§ **Input records**:

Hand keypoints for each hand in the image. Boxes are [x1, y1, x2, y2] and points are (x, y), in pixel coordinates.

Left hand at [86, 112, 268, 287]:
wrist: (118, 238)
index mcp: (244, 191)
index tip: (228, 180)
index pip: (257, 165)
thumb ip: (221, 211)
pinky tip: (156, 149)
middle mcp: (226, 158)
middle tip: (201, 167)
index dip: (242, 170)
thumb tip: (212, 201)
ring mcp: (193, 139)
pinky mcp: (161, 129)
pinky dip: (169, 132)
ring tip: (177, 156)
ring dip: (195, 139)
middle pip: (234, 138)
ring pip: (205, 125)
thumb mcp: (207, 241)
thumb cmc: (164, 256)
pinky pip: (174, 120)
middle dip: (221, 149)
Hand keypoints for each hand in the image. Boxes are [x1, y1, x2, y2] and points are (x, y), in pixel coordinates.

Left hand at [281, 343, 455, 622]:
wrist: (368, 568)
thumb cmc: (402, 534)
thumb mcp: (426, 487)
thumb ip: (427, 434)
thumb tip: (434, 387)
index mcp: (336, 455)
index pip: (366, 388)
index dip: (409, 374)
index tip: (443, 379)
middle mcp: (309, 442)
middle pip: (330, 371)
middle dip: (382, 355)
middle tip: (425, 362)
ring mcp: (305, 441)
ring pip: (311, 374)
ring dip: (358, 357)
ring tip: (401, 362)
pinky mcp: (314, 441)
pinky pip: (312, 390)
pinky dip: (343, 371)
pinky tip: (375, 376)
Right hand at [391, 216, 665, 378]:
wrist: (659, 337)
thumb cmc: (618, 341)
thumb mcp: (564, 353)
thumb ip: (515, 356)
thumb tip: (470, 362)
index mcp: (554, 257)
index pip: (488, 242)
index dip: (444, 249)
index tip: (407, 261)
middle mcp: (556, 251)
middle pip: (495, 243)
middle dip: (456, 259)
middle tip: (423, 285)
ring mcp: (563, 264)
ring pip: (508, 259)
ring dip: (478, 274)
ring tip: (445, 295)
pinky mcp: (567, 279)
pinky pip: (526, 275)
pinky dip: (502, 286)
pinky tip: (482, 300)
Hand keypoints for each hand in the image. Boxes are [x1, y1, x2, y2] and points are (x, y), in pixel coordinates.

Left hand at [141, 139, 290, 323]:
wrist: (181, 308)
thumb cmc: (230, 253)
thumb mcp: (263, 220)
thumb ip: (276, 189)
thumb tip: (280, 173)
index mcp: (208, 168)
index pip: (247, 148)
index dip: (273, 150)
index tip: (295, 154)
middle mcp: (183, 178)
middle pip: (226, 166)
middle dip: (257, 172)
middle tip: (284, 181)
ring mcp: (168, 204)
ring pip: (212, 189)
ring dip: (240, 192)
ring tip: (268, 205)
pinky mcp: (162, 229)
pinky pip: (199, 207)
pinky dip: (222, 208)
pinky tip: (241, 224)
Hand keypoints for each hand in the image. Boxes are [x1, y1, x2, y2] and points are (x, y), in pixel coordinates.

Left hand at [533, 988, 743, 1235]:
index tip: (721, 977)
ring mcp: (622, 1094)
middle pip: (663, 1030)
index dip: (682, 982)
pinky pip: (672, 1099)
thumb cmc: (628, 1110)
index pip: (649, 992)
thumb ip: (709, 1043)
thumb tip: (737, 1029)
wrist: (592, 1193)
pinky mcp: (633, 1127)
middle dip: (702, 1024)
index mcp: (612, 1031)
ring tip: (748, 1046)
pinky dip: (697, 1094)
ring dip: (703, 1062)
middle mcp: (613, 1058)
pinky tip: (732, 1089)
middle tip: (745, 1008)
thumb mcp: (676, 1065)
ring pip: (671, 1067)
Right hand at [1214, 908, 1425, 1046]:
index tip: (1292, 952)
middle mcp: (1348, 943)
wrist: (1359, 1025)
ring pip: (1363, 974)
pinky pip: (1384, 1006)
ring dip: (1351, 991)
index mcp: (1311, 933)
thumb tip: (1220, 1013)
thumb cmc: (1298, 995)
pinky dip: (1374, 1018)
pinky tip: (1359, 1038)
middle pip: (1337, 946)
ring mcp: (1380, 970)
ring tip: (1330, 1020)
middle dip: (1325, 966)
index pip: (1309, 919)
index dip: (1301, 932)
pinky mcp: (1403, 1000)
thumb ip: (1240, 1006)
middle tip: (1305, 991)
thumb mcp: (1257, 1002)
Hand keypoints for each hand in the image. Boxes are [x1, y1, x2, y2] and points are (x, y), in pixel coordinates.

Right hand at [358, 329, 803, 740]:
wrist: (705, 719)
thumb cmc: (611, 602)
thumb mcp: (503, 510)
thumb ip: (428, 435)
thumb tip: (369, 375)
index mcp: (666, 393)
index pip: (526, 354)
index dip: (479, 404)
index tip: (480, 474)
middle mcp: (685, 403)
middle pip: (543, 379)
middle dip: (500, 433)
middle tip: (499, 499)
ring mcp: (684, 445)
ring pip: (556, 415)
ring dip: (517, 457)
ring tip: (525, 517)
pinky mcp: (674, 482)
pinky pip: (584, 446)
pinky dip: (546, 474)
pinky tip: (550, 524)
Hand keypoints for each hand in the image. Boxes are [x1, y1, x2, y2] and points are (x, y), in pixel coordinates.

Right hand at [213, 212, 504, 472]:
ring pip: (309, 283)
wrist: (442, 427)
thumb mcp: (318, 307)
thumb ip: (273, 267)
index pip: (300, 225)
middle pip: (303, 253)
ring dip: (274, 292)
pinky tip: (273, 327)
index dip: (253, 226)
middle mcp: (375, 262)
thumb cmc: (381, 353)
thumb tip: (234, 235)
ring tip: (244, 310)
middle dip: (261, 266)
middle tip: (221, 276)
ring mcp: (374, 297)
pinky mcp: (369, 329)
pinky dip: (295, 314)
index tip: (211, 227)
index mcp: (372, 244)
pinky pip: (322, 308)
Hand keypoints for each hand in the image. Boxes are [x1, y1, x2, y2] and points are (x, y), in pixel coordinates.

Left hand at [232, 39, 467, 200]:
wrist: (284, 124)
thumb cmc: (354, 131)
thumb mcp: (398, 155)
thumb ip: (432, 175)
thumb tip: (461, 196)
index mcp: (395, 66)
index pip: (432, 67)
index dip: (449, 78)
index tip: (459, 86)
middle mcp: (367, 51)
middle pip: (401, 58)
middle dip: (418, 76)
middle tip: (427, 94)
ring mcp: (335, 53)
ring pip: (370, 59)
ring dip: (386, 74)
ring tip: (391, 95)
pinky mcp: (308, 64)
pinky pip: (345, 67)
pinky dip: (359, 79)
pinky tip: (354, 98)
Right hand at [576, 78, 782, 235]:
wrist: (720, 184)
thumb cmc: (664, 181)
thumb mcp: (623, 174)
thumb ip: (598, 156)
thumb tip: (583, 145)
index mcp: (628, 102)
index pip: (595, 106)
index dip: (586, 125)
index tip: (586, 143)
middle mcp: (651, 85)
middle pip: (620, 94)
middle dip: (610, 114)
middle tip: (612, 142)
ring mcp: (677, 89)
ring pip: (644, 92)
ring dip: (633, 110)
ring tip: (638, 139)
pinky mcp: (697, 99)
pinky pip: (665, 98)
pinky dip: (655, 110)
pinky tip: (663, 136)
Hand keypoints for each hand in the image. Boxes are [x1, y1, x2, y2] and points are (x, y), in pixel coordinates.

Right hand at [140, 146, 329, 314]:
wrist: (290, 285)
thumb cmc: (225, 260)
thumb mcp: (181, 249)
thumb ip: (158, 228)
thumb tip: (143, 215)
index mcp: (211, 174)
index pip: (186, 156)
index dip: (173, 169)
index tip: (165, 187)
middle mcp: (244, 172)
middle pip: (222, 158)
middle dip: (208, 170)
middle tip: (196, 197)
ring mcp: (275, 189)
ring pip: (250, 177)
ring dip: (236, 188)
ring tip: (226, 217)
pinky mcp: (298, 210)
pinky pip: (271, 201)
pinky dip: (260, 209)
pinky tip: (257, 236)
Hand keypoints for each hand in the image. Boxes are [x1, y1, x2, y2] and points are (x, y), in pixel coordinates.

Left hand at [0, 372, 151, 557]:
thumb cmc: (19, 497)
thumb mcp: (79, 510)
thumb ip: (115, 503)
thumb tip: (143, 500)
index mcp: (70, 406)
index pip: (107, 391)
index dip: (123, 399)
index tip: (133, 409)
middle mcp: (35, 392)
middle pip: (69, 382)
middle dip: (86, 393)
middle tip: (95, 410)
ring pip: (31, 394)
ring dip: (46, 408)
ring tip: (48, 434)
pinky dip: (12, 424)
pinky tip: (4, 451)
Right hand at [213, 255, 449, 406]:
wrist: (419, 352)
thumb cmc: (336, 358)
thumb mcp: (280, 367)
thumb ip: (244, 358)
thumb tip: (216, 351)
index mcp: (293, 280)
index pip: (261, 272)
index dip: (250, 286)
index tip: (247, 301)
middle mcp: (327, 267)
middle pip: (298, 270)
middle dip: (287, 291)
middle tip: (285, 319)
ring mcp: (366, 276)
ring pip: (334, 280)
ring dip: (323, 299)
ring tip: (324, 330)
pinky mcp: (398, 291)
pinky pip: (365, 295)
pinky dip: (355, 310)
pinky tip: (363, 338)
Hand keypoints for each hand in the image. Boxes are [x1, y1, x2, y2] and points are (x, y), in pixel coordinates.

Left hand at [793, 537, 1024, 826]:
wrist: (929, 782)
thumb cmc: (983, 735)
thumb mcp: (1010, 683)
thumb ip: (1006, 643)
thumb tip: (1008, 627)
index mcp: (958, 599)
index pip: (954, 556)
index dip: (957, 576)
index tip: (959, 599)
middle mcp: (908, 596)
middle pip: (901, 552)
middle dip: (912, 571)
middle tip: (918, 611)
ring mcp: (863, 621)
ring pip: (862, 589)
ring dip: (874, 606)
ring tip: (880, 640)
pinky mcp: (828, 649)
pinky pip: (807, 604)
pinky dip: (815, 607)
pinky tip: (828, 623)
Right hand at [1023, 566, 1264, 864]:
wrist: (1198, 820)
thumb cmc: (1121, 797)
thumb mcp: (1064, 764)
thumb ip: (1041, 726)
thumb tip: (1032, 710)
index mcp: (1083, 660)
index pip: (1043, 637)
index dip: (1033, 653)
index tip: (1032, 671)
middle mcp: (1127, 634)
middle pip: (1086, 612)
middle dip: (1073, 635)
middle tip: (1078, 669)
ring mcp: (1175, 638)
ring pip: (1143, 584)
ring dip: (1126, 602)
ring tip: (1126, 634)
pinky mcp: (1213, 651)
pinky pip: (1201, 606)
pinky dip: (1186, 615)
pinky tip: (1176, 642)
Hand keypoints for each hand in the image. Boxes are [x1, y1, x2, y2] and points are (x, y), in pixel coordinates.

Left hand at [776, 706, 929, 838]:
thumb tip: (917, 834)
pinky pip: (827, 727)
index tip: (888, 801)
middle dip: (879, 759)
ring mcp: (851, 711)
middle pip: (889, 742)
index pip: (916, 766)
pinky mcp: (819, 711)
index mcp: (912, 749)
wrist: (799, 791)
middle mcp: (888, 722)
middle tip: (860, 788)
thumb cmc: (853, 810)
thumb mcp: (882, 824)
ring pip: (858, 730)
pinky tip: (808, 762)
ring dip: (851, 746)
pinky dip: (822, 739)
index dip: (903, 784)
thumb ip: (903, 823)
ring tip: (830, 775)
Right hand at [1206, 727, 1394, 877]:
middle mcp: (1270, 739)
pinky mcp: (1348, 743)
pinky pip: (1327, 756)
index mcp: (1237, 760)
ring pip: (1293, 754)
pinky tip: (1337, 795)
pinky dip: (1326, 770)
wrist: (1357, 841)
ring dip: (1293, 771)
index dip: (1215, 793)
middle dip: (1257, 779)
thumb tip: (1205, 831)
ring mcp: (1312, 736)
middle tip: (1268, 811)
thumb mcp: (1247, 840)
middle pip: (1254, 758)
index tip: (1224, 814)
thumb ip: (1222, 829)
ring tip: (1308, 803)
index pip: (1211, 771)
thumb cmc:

§ **Task item**: Return only the lines between the one holding "thumb tip: (1032, 710)" and the one holding "pinky pip: (827, 727)", inclusive, exactly as they appear above.

§ **Solution to this task**:
thumb tip: (1032, 710)
index mcp: (1083, 660)
index pip: (1043, 637)
index dip: (1033, 653)
index tip: (1032, 671)
middle mcp: (1127, 634)
middle pip: (1086, 612)
middle dip: (1073, 635)
middle tip: (1078, 669)
ring mcp: (1175, 638)
ring pip: (1143, 584)
ring dip: (1126, 602)
ring tip: (1126, 634)
pinky mcp: (1213, 651)
pinky pip: (1201, 606)
pinky dip: (1186, 615)
pinky tip: (1176, 642)
Hand keypoints for each hand in the image. Boxes are [x1, y1, x2, y2] and points are (x, y), in pixel coordinates.

Left hand at [776, 706, 929, 838]:
thumb tip: (917, 834)
pinky pip: (827, 727)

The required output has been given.